Responses to the questionnaire revealed that, contrary to the study by Hilzenrat et al,6 temporary closure of thoracic surgery units, temporary division of surgical teams to minimize the risk of suspending activities due to SARS-CoV-2 infection, and changes in the functioning of operating rooms did not have a significant impact on the surgical capacity of any of the thoracic surgery departments throughout 2020. This additionally emphasizes difficult access to general practitioners, closure of pulmonology departments, and a lower number of lung cancer referrals as the main reasons for the decrease in the number of lung cancer operations.7 This indicates that the increase in the number of hospital beds for patients treated for COVID-19 should result from opening of new temporary hospitals rather than from conversion of pulmonary departments into units designated to the treatment of patients with COVID-19, as this could have serious consequences for individuals diagnosed with and treated for pulmonary diseases.

Numerous recommendations published in the early days of the pandemic suggested stereotactic body radiation therapy, induction chemotherapy, or delaying surgery in early-stage, operable lung cancer in the event of worsening pandemic conditions.8,9 In contrast, Mayne et al10 found that delayed surgery was associated with worse survival in patients with stage IA2–IB adenocarcinoma and stage IB squamous cell carcinoma.
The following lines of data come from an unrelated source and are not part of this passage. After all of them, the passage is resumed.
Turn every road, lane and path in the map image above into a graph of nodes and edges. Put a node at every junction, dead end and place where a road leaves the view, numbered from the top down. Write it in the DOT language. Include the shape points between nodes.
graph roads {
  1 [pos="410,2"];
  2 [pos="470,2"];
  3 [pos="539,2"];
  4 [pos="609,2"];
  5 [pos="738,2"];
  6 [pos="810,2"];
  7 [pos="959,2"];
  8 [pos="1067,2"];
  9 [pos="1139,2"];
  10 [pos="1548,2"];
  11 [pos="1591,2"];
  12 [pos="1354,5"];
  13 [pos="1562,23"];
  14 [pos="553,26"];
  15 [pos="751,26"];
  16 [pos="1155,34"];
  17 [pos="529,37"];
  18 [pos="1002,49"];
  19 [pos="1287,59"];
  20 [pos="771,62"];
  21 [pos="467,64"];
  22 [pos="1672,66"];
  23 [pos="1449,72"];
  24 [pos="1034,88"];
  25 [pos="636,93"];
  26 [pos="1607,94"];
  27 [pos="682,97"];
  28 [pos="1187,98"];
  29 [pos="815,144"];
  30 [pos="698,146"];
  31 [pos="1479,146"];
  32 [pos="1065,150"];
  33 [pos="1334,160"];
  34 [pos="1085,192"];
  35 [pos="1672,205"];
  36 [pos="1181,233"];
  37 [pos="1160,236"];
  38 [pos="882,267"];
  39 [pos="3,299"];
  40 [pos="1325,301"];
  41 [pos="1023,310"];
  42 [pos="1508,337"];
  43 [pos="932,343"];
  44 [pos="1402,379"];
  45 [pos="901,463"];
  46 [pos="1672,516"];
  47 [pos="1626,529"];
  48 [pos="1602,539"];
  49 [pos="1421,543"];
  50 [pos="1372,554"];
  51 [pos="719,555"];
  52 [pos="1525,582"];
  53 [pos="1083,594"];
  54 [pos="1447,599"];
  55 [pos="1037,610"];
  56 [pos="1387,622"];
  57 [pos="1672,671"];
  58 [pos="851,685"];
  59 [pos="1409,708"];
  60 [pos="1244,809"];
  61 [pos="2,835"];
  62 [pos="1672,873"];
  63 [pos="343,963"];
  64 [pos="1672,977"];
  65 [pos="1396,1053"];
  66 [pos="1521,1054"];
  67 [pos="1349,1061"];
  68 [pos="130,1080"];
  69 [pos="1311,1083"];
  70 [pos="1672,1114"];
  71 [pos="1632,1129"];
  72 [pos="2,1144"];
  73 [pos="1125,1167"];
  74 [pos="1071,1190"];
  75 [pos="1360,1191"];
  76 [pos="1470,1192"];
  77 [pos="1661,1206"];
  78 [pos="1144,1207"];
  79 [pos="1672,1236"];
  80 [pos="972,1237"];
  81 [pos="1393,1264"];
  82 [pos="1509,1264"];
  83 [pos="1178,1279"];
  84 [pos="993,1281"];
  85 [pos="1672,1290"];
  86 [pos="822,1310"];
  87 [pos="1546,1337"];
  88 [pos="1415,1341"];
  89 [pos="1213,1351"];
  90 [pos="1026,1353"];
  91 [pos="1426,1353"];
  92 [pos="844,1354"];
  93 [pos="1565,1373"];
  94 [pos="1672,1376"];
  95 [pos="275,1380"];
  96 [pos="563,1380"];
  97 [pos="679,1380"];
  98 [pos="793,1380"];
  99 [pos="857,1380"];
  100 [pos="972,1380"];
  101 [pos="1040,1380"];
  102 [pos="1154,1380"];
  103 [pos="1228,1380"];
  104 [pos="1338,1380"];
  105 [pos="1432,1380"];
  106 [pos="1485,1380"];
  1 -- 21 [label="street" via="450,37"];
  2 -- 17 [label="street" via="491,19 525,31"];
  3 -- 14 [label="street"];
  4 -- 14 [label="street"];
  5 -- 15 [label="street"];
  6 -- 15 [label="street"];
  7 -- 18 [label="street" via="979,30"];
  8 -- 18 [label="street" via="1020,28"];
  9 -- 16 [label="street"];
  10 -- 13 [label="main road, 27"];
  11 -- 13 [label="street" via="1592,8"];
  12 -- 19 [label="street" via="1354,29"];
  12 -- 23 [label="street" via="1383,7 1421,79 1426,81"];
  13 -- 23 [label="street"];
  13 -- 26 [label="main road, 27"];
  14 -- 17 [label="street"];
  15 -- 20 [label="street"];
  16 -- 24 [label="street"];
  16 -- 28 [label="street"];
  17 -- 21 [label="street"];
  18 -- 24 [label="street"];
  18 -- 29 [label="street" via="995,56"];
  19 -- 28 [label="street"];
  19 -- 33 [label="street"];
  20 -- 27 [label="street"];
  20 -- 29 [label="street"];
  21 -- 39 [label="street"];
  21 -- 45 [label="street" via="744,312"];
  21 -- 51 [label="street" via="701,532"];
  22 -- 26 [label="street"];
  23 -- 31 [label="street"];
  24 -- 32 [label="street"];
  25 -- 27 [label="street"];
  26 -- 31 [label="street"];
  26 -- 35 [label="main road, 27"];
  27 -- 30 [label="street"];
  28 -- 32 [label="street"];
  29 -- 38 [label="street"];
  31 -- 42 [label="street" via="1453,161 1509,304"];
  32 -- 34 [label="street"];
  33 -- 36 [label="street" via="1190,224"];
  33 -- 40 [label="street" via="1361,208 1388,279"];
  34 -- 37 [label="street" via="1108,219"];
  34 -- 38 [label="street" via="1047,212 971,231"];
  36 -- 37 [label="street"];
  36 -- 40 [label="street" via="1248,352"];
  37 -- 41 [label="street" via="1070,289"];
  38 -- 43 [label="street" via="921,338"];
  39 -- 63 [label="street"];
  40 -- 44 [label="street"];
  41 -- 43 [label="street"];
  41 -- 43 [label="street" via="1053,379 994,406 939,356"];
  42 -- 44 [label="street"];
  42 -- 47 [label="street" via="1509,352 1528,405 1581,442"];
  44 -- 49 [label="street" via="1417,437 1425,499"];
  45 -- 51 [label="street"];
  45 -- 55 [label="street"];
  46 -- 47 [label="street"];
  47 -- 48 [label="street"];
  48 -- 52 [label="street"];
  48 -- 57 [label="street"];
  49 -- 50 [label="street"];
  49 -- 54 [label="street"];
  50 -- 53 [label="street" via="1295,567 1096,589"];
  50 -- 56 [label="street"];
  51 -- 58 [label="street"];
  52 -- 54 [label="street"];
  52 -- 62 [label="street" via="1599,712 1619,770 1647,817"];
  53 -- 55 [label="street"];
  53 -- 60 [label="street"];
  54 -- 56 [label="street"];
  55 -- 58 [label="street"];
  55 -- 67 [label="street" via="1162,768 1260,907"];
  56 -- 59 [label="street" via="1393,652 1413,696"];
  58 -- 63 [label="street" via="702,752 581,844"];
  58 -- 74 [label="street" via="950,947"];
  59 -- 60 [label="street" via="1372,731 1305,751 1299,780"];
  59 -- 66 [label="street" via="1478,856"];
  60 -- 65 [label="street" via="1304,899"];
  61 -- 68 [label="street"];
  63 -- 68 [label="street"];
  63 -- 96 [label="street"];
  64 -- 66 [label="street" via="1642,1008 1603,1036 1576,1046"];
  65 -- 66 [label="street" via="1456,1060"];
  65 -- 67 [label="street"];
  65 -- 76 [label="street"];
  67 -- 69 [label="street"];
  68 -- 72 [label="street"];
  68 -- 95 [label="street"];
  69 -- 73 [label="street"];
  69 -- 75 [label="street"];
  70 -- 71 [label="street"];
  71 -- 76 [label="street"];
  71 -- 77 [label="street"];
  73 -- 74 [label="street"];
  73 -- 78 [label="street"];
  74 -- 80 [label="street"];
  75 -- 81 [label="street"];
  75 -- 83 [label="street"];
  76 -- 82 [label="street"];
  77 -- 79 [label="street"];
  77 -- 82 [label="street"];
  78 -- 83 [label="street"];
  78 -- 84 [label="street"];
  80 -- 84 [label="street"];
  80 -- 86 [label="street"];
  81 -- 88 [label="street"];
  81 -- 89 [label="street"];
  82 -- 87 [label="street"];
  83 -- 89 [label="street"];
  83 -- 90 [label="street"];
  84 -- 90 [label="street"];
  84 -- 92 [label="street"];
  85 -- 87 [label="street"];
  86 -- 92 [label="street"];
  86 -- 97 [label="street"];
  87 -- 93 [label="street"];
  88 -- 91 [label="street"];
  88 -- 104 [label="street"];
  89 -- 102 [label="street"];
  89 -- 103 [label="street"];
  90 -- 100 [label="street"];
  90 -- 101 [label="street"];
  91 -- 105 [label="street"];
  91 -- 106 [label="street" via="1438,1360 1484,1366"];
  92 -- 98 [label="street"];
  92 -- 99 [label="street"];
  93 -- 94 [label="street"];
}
As revealed in our study, no center in Poland had to change the qualification criteria for surgical treatment of lung cancer during the pandemic. Our opinion, which is in line with other publications, is that if sanitary measures are in place and patients are tested for SARS-CoV-2 on admission, there is no need to change the qualification criteria and surgery should not be postponed.11 Despite the undisputable differences in the organization of health care systems across countries, the issues appear to be common and negative consequences of the pandemic for patients with lung cancer may persist in the future.12 Utmost effort is necessary to minimize the negative impact of the COVID-19 pandemic on the treatment of patients with lung cancer.

Strengths and limitations

The most important strength of the study was collection of data on approximately 95% of all resections performed each year due to the obligatory inclusion of data regarding surgical treatment of lung cancer into PNLCR in Poland.

The main limitation was the lack of possibility to objectively assess all factors that might have contributed to the decrease in the number of lung cancer resections. Certainly, data on the number of computed tomography scans, bronchoscopic procedures, and the number of people evaluated in lung cancer screening programs, would be very valuable.

Another limitation was related to the fact that transformation of pulmonary units into departments designated to the treatment of patients with COVID-19 was a local strategy adopted in Poland and might not be observed in other countries. However, the COVID-19 pandemic has led to significant disruptions in health care systems and is likely to have affected the quality of diagnosis and treatment of cancer patients, including those with lung cancer, worldwide.

Conclusions

The COVID-19 pandemic was associated with a significant reduction in the number of patients undergoing surgery for lung cancer in Poland, which resulted mainly from difficult access to general practitioners and pulmonary departments. Higher clinical stage of cancer in operated patients may increase the risk of worse long-term outcomes in subsequent years.